**How to complete this task:**
Go through the entries and copy every line that has the string "overflow" in it.

(Items from a dataset)

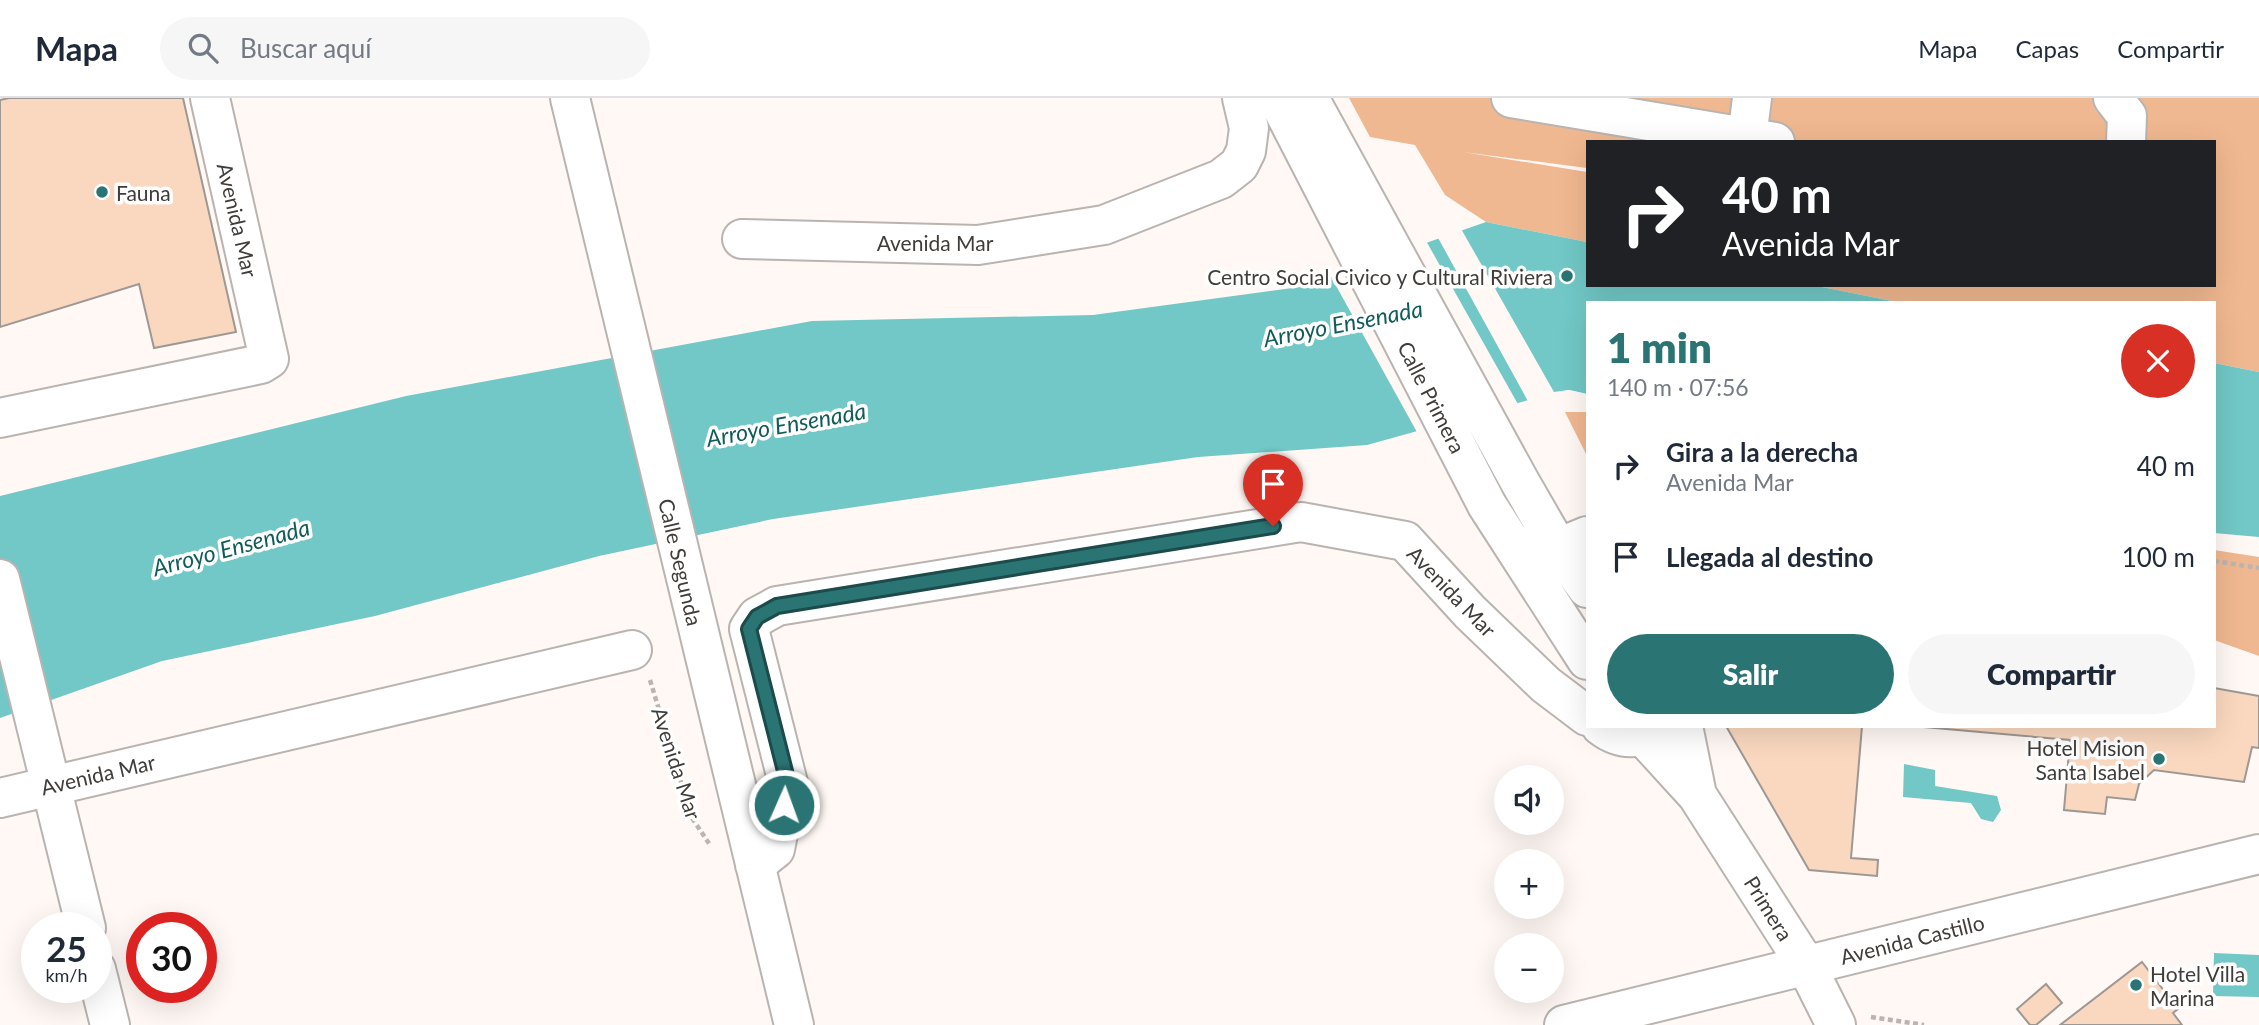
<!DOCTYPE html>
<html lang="es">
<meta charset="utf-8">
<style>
body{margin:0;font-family:Lato,sans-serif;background:#f6f6f7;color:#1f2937;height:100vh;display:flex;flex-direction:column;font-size:26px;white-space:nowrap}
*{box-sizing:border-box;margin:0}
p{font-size:23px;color:#747a83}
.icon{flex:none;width:38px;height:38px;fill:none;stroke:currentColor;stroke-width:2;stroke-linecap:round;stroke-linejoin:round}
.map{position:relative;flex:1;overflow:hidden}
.side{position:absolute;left:1586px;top:203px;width:630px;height:427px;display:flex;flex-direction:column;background:#fff;border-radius:0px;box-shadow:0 7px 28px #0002}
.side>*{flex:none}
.top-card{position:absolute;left:1586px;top:42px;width:630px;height:147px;border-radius:0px;box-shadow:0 7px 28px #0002;background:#202124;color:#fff;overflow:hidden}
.fabs{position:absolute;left:1494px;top:667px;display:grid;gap:14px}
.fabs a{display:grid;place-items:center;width:70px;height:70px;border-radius:50%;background:#fff;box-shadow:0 7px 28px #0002;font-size:35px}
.speed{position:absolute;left:21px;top:814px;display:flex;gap:14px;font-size:35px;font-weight:700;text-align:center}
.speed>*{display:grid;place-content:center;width:91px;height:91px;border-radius:50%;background:#fff;box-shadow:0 7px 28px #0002;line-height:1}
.speed small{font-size:18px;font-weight:400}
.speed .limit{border:10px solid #d22;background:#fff;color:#111}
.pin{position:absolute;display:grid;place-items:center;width:60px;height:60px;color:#fff;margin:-72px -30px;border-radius:50% 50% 50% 0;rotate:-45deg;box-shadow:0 0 7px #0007}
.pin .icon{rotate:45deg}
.me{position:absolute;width:77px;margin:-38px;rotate:2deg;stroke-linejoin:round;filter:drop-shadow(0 0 5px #0008)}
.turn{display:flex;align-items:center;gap:24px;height:147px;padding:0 21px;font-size:32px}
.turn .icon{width:91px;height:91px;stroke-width:2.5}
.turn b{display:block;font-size:49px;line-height:60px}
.round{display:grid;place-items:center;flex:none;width:74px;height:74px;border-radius:37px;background:#f6f6f7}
.head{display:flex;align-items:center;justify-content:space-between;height:119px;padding:0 21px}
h1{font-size:42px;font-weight:800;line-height:52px;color:#2a7473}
.cta{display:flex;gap:14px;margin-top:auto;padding:14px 21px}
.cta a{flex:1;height:80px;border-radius:42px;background:#2a7473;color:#fff;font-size:28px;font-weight:800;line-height:80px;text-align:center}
.cta a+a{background:#f6f6f7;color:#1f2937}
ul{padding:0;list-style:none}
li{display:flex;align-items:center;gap:21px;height:91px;padding:0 21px}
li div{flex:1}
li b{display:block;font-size:26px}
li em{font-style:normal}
header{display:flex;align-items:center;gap:42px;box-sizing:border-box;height:98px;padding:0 35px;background:#fff;border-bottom:2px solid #e0e1e3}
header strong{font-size:33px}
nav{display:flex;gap:38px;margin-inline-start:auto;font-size:24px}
.search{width:490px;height:63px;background:#f6f6f7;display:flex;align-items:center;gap:18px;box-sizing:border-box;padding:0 24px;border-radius:38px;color:#747a83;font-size:26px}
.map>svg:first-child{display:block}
.green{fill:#f0b890}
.water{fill:#71c8c6}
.pier{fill:#fff8f4}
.building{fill:#fad8bf;stroke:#9d9894;stroke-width:2}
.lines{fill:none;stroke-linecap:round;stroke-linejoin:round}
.minor-casing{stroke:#bab4b0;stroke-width:42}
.major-casing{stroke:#bab4b0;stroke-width:42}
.path{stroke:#bab5b1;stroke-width:4.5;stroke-dasharray:5 3.5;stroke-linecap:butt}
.minor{stroke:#fff;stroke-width:38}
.major{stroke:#fff;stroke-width:38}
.route-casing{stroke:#1b4b4b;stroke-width:18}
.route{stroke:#2a7473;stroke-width:12}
.poi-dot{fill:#2a7473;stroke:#fff;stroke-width:2.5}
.labels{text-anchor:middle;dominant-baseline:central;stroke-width:7;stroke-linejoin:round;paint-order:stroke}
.poi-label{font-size:21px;fill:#3f3c3a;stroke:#fff;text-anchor:start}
.street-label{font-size:21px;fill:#3f3c3a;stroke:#fff}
.water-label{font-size:23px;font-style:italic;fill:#0f5c5a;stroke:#fff}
</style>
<header>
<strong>Mapa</strong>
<div class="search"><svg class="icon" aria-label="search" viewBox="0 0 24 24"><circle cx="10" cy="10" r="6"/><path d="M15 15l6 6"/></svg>Buscar aquí</div>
<nav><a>Mapa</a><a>Capas</a><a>Compartir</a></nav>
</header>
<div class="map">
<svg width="2259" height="927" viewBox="0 0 2259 927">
<rect width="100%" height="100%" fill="#fff8f4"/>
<path class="green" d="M 1349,0 L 2259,0 L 2259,274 L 2214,265 L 2214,205 L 1902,205 L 1812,187 L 2214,187 L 2214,44 L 1587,44 L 1587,70 L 1463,54 L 1587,74 L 1587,144 L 1486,124 L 1445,97 L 1415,47 L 1370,39 Z
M 1565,314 L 1587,314 L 1587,359 L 1585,354 Z
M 2214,452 L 2259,459 L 2259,558 L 2214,542 Z"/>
<path class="water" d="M 1486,124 L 1587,144 L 1587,187 L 1812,187 L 1902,205 L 1587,205 L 1587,296 L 1569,292 L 1554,295 L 1367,347 L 1198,359 L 773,421 L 599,458 L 375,518 L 162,563 L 0,620 L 0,398 L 406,298 L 812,223 L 1093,217 L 1300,189 Z
M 2214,265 L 2259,274 L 2259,439 L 2214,435 Z
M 1904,666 L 1935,672 L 1935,688 L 1997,698 L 2001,712 L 1993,724 L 1981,721 L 1971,705 L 1903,699 Z
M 2214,855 L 2259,857 L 2259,899 L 2213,898 Z"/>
<path class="pier" d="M 1460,129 L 1554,294 L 1569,292 L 1587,296 L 1587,299 L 1569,295 L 1529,305 L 1437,138 Z
M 1425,141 L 1519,308 L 1418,336 L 1329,175 Z"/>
<path class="building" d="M 9,0 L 183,0 L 236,234 L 154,250 L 139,186 L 0,229 L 0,2 Z
M 2214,590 L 2259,598 L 2259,650 L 2252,649 L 2244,684 L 2154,672 L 2139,686 L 2135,702 L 2107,699 L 2105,716 L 2064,712 L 2070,642 L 1912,628 L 2214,628 Z
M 1726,628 L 1862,628 L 1851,760 L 1878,762 L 1877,778 L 1809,772 Z
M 2142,864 L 2178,911 L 2173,915 L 2182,927 L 2060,927 Z
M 2046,886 L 2062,905 L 2036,927 L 2030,927 L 2017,911 Z"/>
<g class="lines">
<g class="minor-casing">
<path id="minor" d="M 570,0 L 794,927
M 1511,0 L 1775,44
M 2113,0 L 2127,18 L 2126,44
M 1747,40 L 1752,0
M 742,141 L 978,147 L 1104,127 L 1221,81 L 1239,67 L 1246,53 L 1249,30 L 1242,0
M 0,320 L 261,266 L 269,261 L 210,0
M 1558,450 L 1587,438
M 0,481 L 86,830
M 1601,628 C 1623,645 1641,641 1664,628
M 0,700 L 632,552
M 755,767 L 775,751 L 788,685 L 749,531 L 757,519 L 777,508 L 1301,424 L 1405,443 L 1470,514 L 1546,587 L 1587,618
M 96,871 L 110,927
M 1564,927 L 2259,756"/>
</g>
<g class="major-casing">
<path id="major" d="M 1277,0 L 1487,407 L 1587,562
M 1309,0 L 1520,384 L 1558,450 L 1587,490
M 1634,628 L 1697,697 L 1806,867 L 1836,927
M 1683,628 L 1697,697"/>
</g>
<path class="path" d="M 2214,463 L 2259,470
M 650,582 L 692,720 L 710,747
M 1871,919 L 1924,927"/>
<use href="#minor" class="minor"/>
<use href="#major" class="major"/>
</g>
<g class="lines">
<g class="route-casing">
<path id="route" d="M 784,707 L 788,685 L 749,531 L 757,519 L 777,508 L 1273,428"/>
</g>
<use href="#route" class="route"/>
</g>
<g class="poi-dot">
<circle cx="102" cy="94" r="7"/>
<circle cx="1567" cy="178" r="7"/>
<circle cx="2159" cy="661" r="7"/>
<circle cx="2136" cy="887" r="7"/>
</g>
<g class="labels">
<g class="poi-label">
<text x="116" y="94">Fauna</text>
<text x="1553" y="178" text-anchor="end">Centro Social Civico y Cultural Riviera</text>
<text x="2145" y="649" text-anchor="end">Hotel Mision<tspan x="2145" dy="24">Santa Isabel</tspan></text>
<text x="2150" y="875">Hotel Villa<tspan x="2150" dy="24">Marina</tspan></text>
</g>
<g class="street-label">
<text transform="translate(238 122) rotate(77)">Avenida Mar</text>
<text x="935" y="144">Avenida Mar</text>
<text transform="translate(1432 299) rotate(63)">Calle Primera</text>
<text transform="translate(681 464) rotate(77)">Calle Segunda</text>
<text transform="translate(1452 493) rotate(46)">Avenida Mar</text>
<text transform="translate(677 665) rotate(72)">Avenida Mar</text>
<text transform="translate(98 676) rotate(-13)">Avenida Mar</text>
<text transform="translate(1769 810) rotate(58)">Primera</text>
<text transform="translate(1912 841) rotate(-14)">Avenida Castillo</text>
</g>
<g class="water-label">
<text transform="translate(1343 225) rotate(-11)">Arroyo Ensenada</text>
<text transform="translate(786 326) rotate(-10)">Arroyo Ensenada</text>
<text transform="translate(231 449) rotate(-15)">Arroyo Ensenada</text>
</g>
</g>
</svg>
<div class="fabs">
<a><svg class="icon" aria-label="sound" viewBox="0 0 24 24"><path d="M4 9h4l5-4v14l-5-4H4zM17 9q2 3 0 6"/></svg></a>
<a>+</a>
<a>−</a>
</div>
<div class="speed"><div>25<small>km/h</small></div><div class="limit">30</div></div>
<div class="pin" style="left:1273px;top:428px;background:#d93025"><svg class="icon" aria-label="arrive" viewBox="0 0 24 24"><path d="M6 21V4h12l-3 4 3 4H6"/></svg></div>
<svg class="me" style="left:784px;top:707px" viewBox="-20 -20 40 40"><circle r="17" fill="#2a7473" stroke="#fff" stroke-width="3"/><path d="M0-11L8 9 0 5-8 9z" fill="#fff"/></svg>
<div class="top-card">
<div class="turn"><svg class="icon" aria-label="right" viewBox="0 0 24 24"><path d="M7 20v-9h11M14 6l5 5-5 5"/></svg><div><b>40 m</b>Avenida Mar</div></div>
</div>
<section class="side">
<div class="head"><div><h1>1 min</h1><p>140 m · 07:56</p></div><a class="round" style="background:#d93025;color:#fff"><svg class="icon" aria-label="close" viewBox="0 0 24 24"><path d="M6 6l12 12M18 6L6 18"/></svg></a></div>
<ul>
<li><svg class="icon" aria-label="right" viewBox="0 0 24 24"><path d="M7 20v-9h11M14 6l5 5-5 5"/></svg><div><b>Gira a la derecha</b><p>Avenida Mar</p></div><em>40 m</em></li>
<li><svg class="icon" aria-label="arrive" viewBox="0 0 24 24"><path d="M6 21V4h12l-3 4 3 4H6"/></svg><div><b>Llegada al destino</b></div><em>100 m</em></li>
</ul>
<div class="cta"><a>Salir</a><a>Compartir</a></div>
</section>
</div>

**Solution for this task:**
.map{position:relative;flex:1;overflow:hidden}
.top-card{position:absolute;left:1586px;top:42px;width:630px;height:147px;border-radius:0px;box-shadow:0 7px 28px #0002;background:#202124;color:#fff;overflow:hidden}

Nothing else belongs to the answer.